→ **Directions**: Your answer must be the data repeated exactly, with no pictures in it.
──────── The records
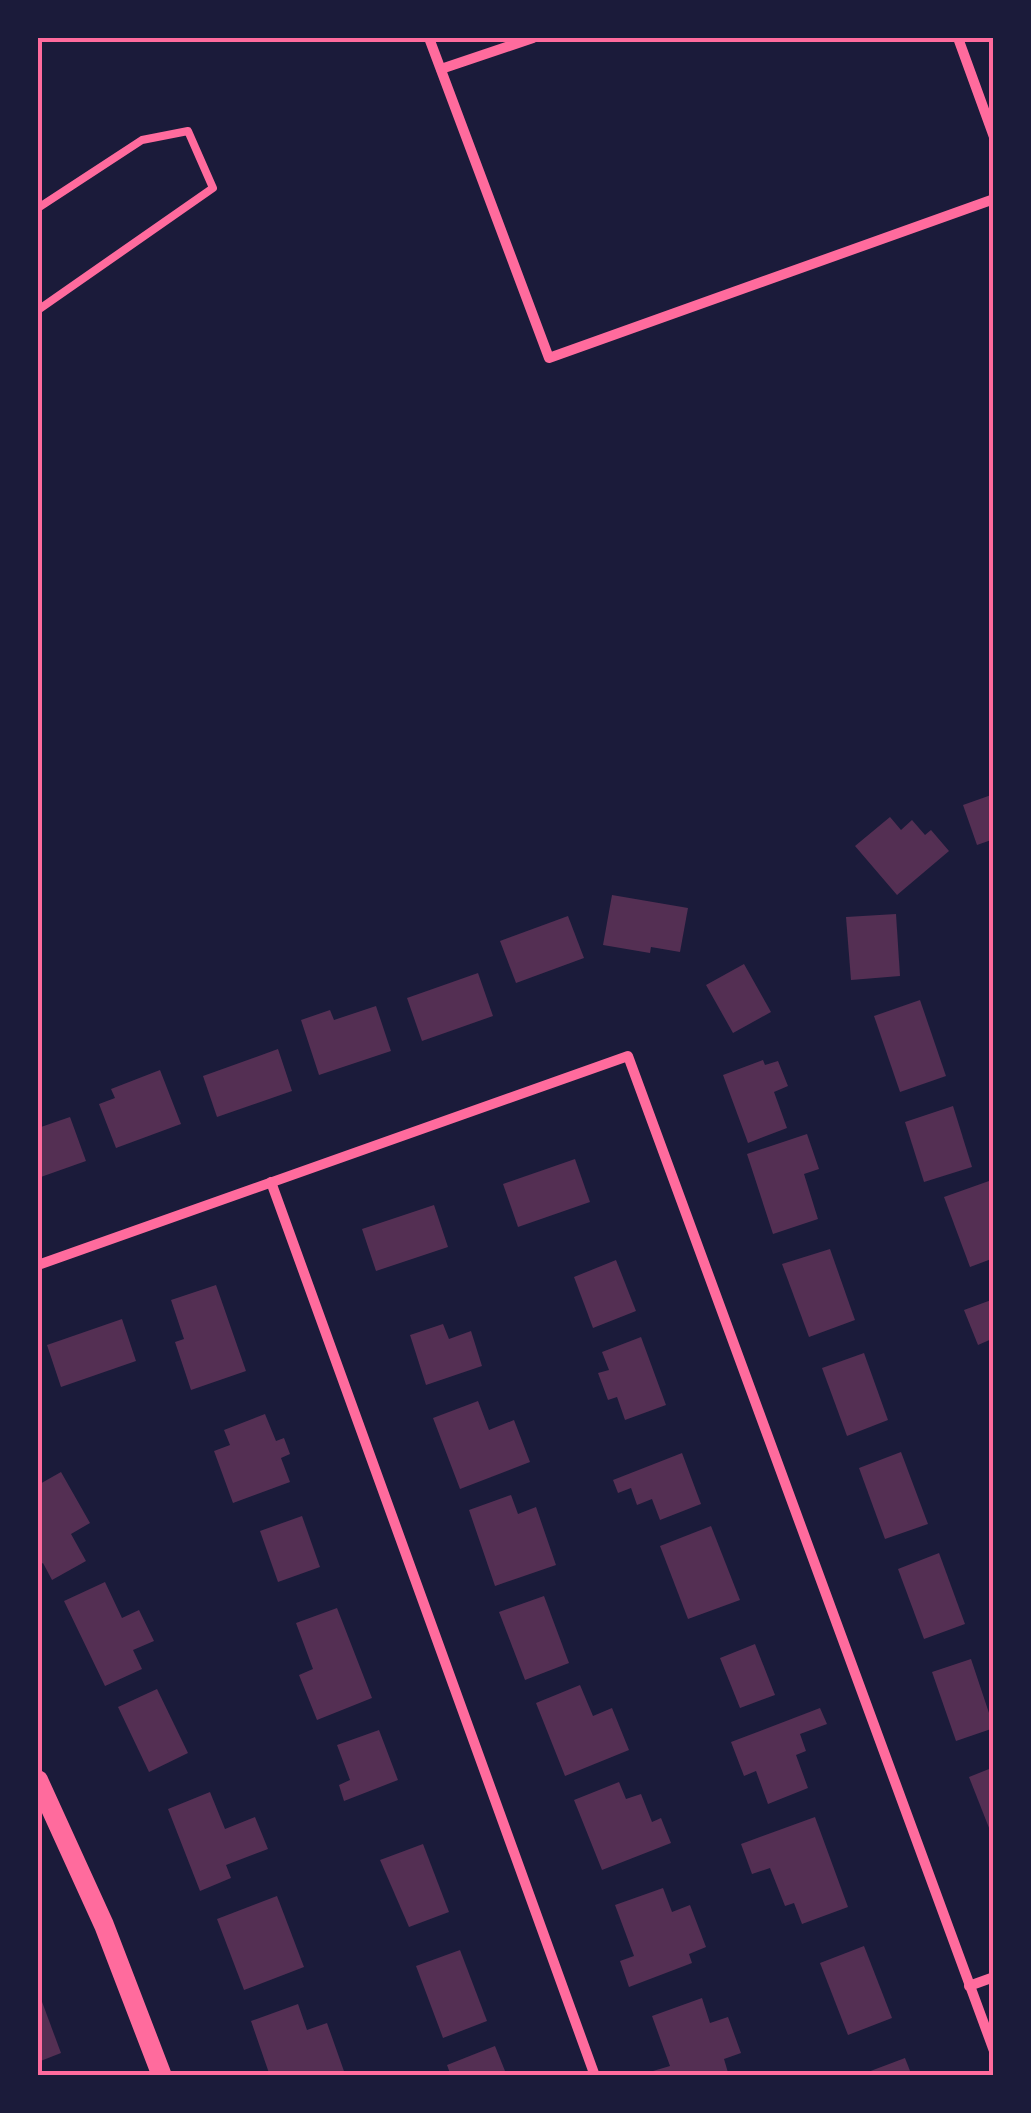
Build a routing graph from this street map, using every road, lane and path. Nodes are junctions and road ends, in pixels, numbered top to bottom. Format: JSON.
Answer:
{"nodes":[{"id":1,"x":429,"y":38,"type":"edge"},
{"id":2,"x":533,"y":38,"type":"edge"},
{"id":3,"x":958,"y":38,"type":"edge"},
{"id":4,"x":441,"y":70,"type":"junction"},
{"id":5,"x":994,"y":137,"type":"edge"},
{"id":6,"x":994,"y":199,"type":"edge"},
{"id":7,"x":38,"y":208,"type":"edge"},
{"id":8,"x":38,"y":310,"type":"edge"},
{"id":9,"x":271,"y":1182,"type":"junction"},
{"id":10,"x":38,"y":1265,"type":"edge"},
{"id":11,"x":38,"y":1780,"type":"edge"},
{"id":12,"x":994,"y":1977,"type":"edge"},
{"id":13,"x":969,"y":1986,"type":"junction"},
{"id":14,"x":994,"y":2051,"type":"edge"},
{"id":15,"x":162,"y":2076,"type":"edge"},
{"id":16,"x":595,"y":2076,"type":"edge"}],
"edges":[{"from":1,"to":4,"type":"street"},
{"from":2,"to":4,"type":"street"},
{"from":3,"to":5,"type":"street"},
{"from":4,"to":6,"type":"street"},
{"from":7,"to":8,"type":"lane"},
{"from":9,"to":10,"type":"street"},
{"from":9,"to":13,"type":"street"},
{"from":9,"to":16,"type":"street"},
{"from":11,"to":15,"type":"main road"},
{"from":12,"to":13,"type":"street"},
{"from":13,"to":14,"type":"street"}]}
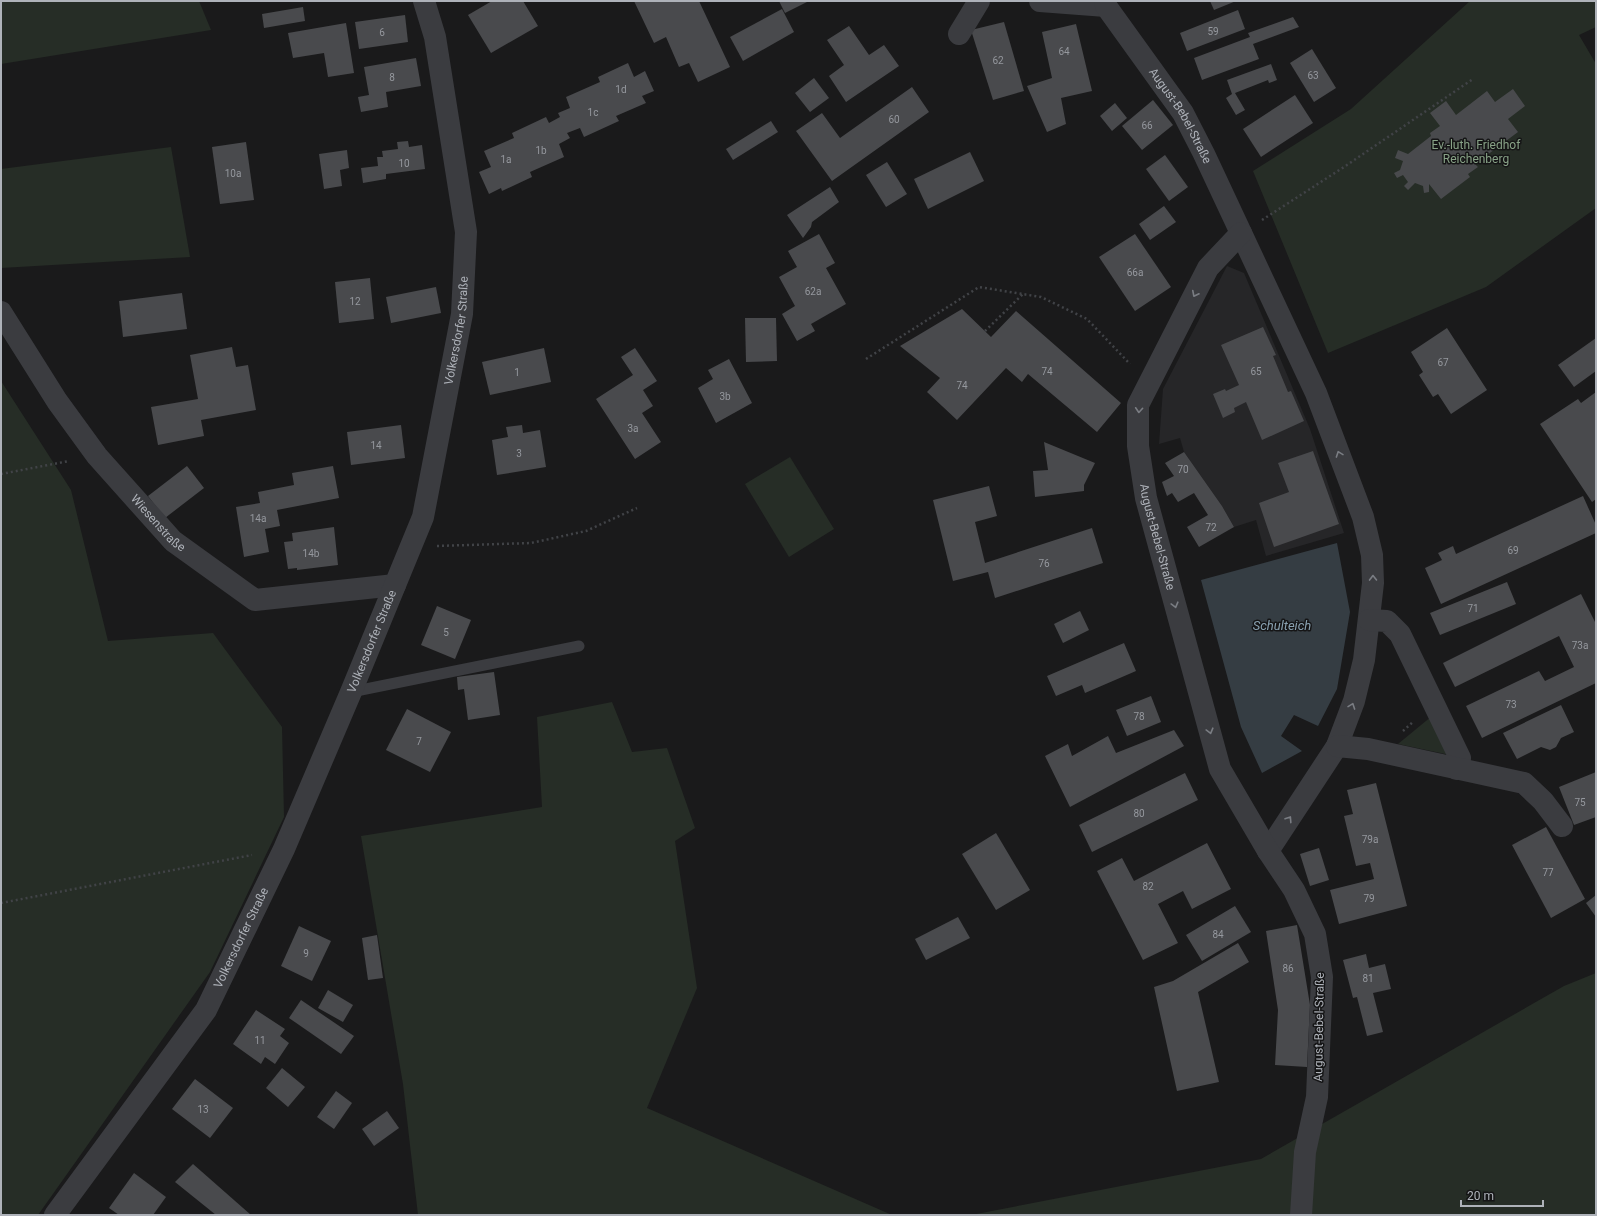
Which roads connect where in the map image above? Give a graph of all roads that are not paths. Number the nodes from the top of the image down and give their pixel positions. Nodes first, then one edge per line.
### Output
1 (424, 1) edge
2 (979, 1) edge
3 (1040, 1) edge
4 (1106, 4) edge
5 (959, 34) dead end
6 (1241, 233) junction
7 (1, 312) edge
8 (395, 585) junction
9 (1369, 620) junction
10 (579, 646) dead end
11 (351, 692) junction
12 (1337, 746) junction
13 (1457, 769) junction
14 (1562, 826) dead end
15 (1268, 851) junction
16 (55, 1215) edge
17 (1301, 1215) edge

1 - 8 street, Volkersdorfer Straße
2 - 5 street
3 - 4 street, August-Bebel-Straße
4 - 6 street, August-Bebel-Straße
9 -> 6 street, August-Bebel-Straße
6 -> 15 street, August-Bebel-Straße
7 - 8 street, Wiesenstraße
8 - 11 street, Volkersdorfer Straße
12 -> 9 street, August-Bebel-Straße
9 - 13 street
10 - 11 lane
11 - 16 street, Volkersdorfer Straße
12 - 13 street
15 -> 12 street, August-Bebel-Straße
13 - 14 street
15 - 17 street, August-Bebel-Straße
────────────────
→ **Reply**:
Build a routing graph from this street map, using every road, lane and path. Nodes are junctions and road ends, in pixels, numbered top to bottom. Format: JSON.
Answer:
{"nodes":[{"id":1,"x":429,"y":38,"type":"edge"},
{"id":2,"x":533,"y":38,"type":"edge"},
{"id":3,"x":958,"y":38,"type":"edge"},
{"id":4,"x":441,"y":70,"type":"junction"},
{"id":5,"x":994,"y":137,"type":"edge"},
{"id":6,"x":994,"y":199,"type":"edge"},
{"id":7,"x":38,"y":208,"type":"edge"},
{"id":8,"x":38,"y":310,"type":"edge"},
{"id":9,"x":271,"y":1182,"type":"junction"},
{"id":10,"x":38,"y":1265,"type":"edge"},
{"id":11,"x":38,"y":1780,"type":"edge"},
{"id":12,"x":994,"y":1977,"type":"edge"},
{"id":13,"x":969,"y":1986,"type":"junction"},
{"id":14,"x":994,"y":2051,"type":"edge"},
{"id":15,"x":162,"y":2076,"type":"edge"},
{"id":16,"x":595,"y":2076,"type":"edge"}],
"edges":[{"from":1,"to":4,"type":"street"},
{"from":2,"to":4,"type":"street"},
{"from":3,"to":5,"type":"street"},
{"from":4,"to":6,"type":"street"},
{"from":7,"to":8,"type":"lane"},
{"from":9,"to":10,"type":"street"},
{"from":9,"to":13,"type":"street"},
{"from":9,"to":16,"type":"street"},
{"from":11,"to":15,"type":"main road"},
{"from":12,"to":13,"type":"street"},
{"from":13,"to":14,"type":"street"}]}
Which roads connect where in the map image above? Give a graph of all roads that are not paths. Number the nodes from the top of the image down and give their pixel positions. Nodes first, then one edge per line.
### Output
1 (424, 1) edge
2 (979, 1) edge
3 (1040, 1) edge
4 (1106, 4) edge
5 (959, 34) dead end
6 (1241, 233) junction
7 (1, 312) edge
8 (395, 585) junction
9 (1369, 620) junction
10 (579, 646) dead end
11 (351, 692) junction
12 (1337, 746) junction
13 (1457, 769) junction
14 (1562, 826) dead end
15 (1268, 851) junction
16 (55, 1215) edge
17 (1301, 1215) edge

1 - 8 street, Volkersdorfer Straße
2 - 5 street
3 - 4 street, August-Bebel-Straße
4 - 6 street, August-Bebel-Straße
9 -> 6 street, August-Bebel-Straße
6 -> 15 street, August-Bebel-Straße
7 - 8 street, Wiesenstraße
8 - 11 street, Volkersdorfer Straße
12 -> 9 street, August-Bebel-Straße
9 - 13 street
10 - 11 lane
11 - 16 street, Volkersdorfer Straße
12 - 13 street
15 -> 12 street, August-Bebel-Straße
13 - 14 street
15 - 17 street, August-Bebel-Straße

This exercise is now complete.